According to Gilkey, “But when finances appeared they couldn’t get any worse, Dr. Warner decide to turn to God for assistance.” In 1933, the Woman’s Hotel building, next door to the hospital, and which the hospital had earlier tried to purchase, was given to Deaconess with the understanding they would take on the deficit. “As a result of this and other providences, our hospital actually came out of the depression better financially than when it began and very much richer in faith.”

Providence was about to strike again. Mrs. Ella M Letterman Lanning had given her farmland to the hospital on a seven percent annuity basis in 1927. In 1930, she suggested, rather than receiving her monthly annuity, the money should go to the deficit on the Woman’s Hotel. In 1939, the former hotel was renamed Letterman Lanning Hall, which was home to nursing students.

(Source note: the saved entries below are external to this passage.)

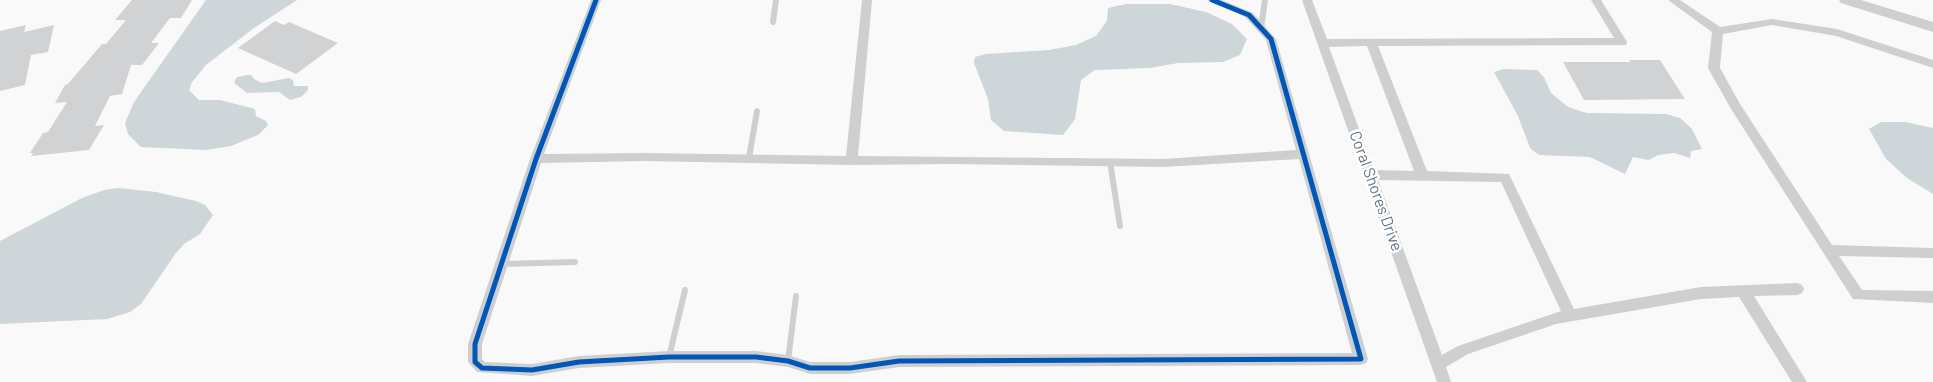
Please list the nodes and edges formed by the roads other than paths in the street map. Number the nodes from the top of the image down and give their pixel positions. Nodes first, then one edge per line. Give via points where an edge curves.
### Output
1 (596, 0) edge
2 (776, 0) edge
3 (868, 0) edge
4 (1212, 0) edge
5 (1265, 0) edge
6 (1307, 0) edge
7 (1596, 0) edge
8 (1673, 0) edge
9 (1846, 0) edge
10 (773, 22) dead end
11 (1933, 27) edge
12 (1261, 28) junction
13 (1718, 31) junction
14 (1323, 43) junction
15 (1371, 43) junction
16 (1933, 64) edge
17 (757, 111) dead end
18 (1302, 154) junction
19 (748, 158) junction
20 (536, 159) junction
21 (852, 161) junction
22 (1110, 162) junction
23 (1370, 175) junction
24 (1422, 175) junction
25 (1120, 226) dead end
26 (1828, 250) junction
27 (1933, 253) edge
28 (575, 262) dead end
29 (501, 264) junction
30 (1797, 289) dead end
31 (685, 290) dead end
32 (1743, 291) junction
33 (796, 296) dead end
34 (1933, 297) edge
35 (1570, 315) junction
36 (669, 358) junction
37 (788, 361) junction
38 (1439, 364) junction
39 (1444, 382) edge
40 (1800, 382) edge

1 - 20 street
2 - 10 lane
3 - 21 street
4 - 12 street via 1249,16
5 - 12 lane
6 - 14 street, Coral Shores Drive
7 - 15 street via 1622,42
8 - 13 street
9 - 11 street
12 - 18 street via 1271,39
13 - 16 street via 1772,22 1837,33
13 - 26 street via 1714,68
14 - 15 street
14 - 23 street, Coral Shores Drive
15 - 24 street
17 - 19 lane
18 - 22 street via 1163,163
18 - 37 street via 1361,359 899,361 850,368 810,368
19 - 20 street
19 - 21 street
20 - 29 street
21 - 22 street
22 - 25 lane
23 - 24 street
23 - 38 street, Coral Shores Drive
24 - 35 street via 1505,178
26 - 27 street
26 - 34 street via 1858,295
28 - 29 lane
29 - 36 street via 474,344 475,362 482,368 532,370 579,362
30 - 32 street
31 - 36 lane
32 - 35 street via 1701,294
32 - 40 street
33 - 37 lane
35 - 38 street via 1463,350
36 - 37 street via 756,357
38 - 39 street, Coral Shores Drive

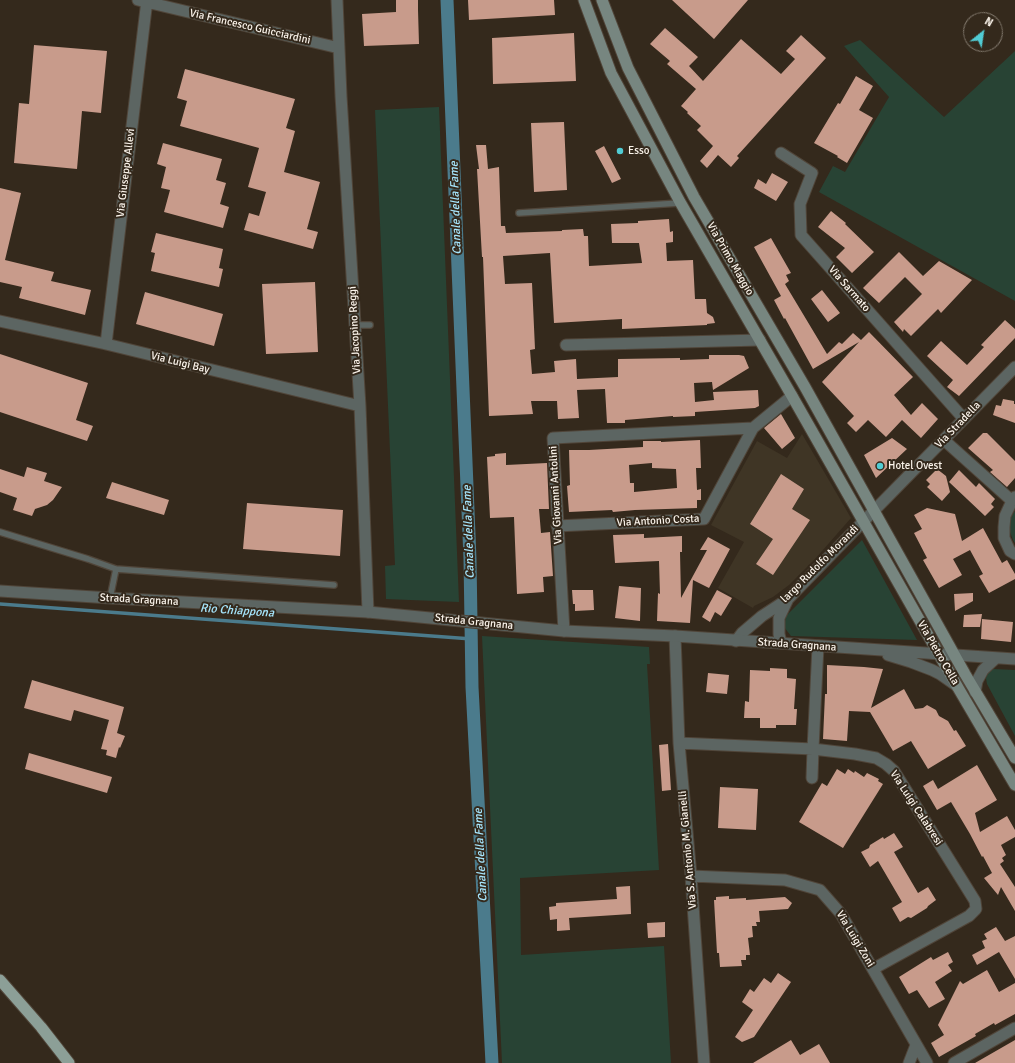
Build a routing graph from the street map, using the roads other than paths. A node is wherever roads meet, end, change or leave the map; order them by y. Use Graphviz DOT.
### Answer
graph roads {
  1 [pos="337,0"];
  2 [pos="584,0"];
  3 [pos="602,0"];
  4 [pos="144,1"];
  5 [pos="339,48"];
  6 [pos="781,153"];
  7 [pos="680,203"];
  8 [pos="519,213"];
  9 [pos="0,321"];
  10 [pos="370,324"];
  11 [pos="355,325"];
  12 [pos="760,340"];
  13 [pos="106,344"];
  14 [pos="566,345"];
  15 [pos="1015,367"];
  16 [pos="792,396"];
  17 [pos="360,406"];
  18 [pos="964,419"];
  19 [pos="753,428"];
  20 [pos="944,440"];
  21 [pos="1013,499"];
  22 [pos="868,516"];
  23 [pos="557,526"];
  24 [pos="0,532"];
  25 [pos="1015,554"];
  26 [pos="116,569"];
  27 [pos="334,585"];
  28 [pos="0,591"];
  29 [pos="110,598"];
  30 [pos="788,599"];
  31 [pos="368,612"];
  32 [pos="564,632"];
  33 [pos="675,636"];
  34 [pos="736,641"];
  35 [pos="781,643"];
  36 [pos="818,646"];
  37 [pos="870,650"];
  38 [pos="947,655"];
  39 [pos="996,658"];
  40 [pos="1015,659"];
  41 [pos="957,686"];
  42 [pos="976,692"];
  43 [pos="679,744"];
  44 [pos="812,749"];
  45 [pos="1015,758"];
  46 [pos="812,778"];
  47 [pos="1015,785"];
  48 [pos="691,876"];
  49 [pos="873,969"];
  50 [pos="0,980"];
  51 [pos="1015,1028"];
  52 [pos="916,1046"];
  53 [pos="70,1063"];
  54 [pos="704,1063"];
  55 [pos="909,1063"];
  56 [pos="927,1063"];
  57 [pos="954,1063"];
  1 -- 5 [label="street, Via Jacopino Reggi"];
  2 -- 7 [label="main road, Via Primo Maggio"];
  3 -- 22 [label="main road, Via Primo Maggio"];
  4 -- 5 [label="street, Via Francesco Guicciardini"];
  4 -- 13 [label="street, Via Giuseppe Allevi"];
  5 -- 11 [label="street, Via Jacopino Reggi"];
  6 -- 18 [label="street, Via Sarmato"];
  7 -- 8 [label="lane"];
  7 -- 12 [label="main road, Via Primo Maggio"];
  9 -- 13 [label="street, Via Luigi Bay"];
  10 -- 11 [label="lane"];
  11 -- 17 [label="street, Via Jacopino Reggi"];
  12 -- 14 [label="street"];
  12 -- 16 [label="main road, Via Primo Maggio"];
  13 -- 17 [label="street, Via Luigi Bay"];
  15 -- 18 [label="street, Via Stradella"];
  16 -- 19 [label="street"];
  16 -- 22 [label="main road, Via Primo Maggio"];
  17 -- 31 [label="street, Via Jacopino Reggi"];
  18 -- 20 [label="street, Via Stradella"];
  19 -- 23 [label="street, Via Antonio Costa"];
  19 -- 23 [label="street, Via Giovanni Antolini"];
  20 -- 21 [label="street"];
  20 -- 22 [label="street, Via Stradella"];
  21 -- 25 [label="street"];
  22 -- 30 [label="street, largo Rudolfo Morandi"];
  22 -- 38 [label="main road, Via Pietro Cella"];
  22 -- 38 [label="main road, Via Pietro Cella"];
  23 -- 32 [label="street, Via Giovanni Antolini"];
  24 -- 26 [label="lane"];
  26 -- 27 [label="lane"];
  26 -- 29 [label="lane"];
  28 -- 29 [label="street, Strada Gragnana"];
  29 -- 31 [label="street, Strada Gragnana"];
  30 -- 34 [label="street, largo Rudolfo Morandi"];
  30 -- 35 [label="street"];
  31 -- 32 [label="street, Strada Gragnana"];
  32 -- 33 [label="street, Strada Gragnana"];
  33 -- 34 [label="street, Strada Gragnana"];
  33 -- 43 [label="street, Via S. Antonio M. Gianelli"];
  34 -- 35 [label="street, Strada Gragnana"];
  35 -- 36 [label="street, Strada Gragnana"];
  36 -- 37 [label="street, Strada Gragnana"];
  36 -- 44 [label="street"];
  37 -- 38 [label="street, Strada Gragnana"];
  37 -- 41 [label="street"];
  38 -- 39 [label="street, Strada Gragnana"];
  38 -- 41 [label="main road, Via Pietro Cella"];
  38 -- 42 [label="main road, Via Pietro Cella"];
  39 -- 40 [label="street, Strada Gragnana"];
  39 -- 42 [label="street"];
  41 -- 47 [label="main road, Via Pietro Cella"];
  42 -- 45 [label="main road, Via Pietro Cella"];
  43 -- 44 [label="street, Via Luigi Calabresi"];
  43 -- 48 [label="street, Via S. Antonio M. Gianelli"];
  44 -- 46 [label="street"];
  44 -- 49 [label="street, Via Luigi Calabresi"];
  48 -- 49 [label="street, Via Luigi Zoni"];
  48 -- 54 [label="street, Via S. Antonio M. Gianelli"];
  49 -- 52 [label="street, Via Luigi Zoni"];
  50 -- 53 [label="main road"];
  51 -- 57 [label="street"];
  52 -- 55 [label="street"];
  52 -- 56 [label="street, Via Luigi Zoni"];
}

Financial blessings occurred again in 1939, when Dr. Theodore Chamberlain, of Concord, Massachusetts, and also a former patient, gave a permanent endowment of property in memorial to his brother, Frederick Dean Chamberlain. The value of the property was $233,362.

Financial blessings, paired with the hard work and dedication of the staff of Deaconess helped the hospital weather the economic storms of the depression years. When WWII came there was a shortage of trained staff, as many of the doctors and nurses joined the war effort. Just as the first Deaconesses in Spokane worked hard despite the overwhelming load of patients and their understaffed team, the staff of Deaconess would not be deterred from continuing their mission of caring for the people of our community and being a strong presence in the local medical community. That mission has continued over the years and remains firm today.

What started as one woman’s goal to provide a hospital and quality care for the people of Spokane, has been fortified by 118 year’s worth of hard work and the dedication of people who joined her on that path; a chorus of footsteps marching toward their goal.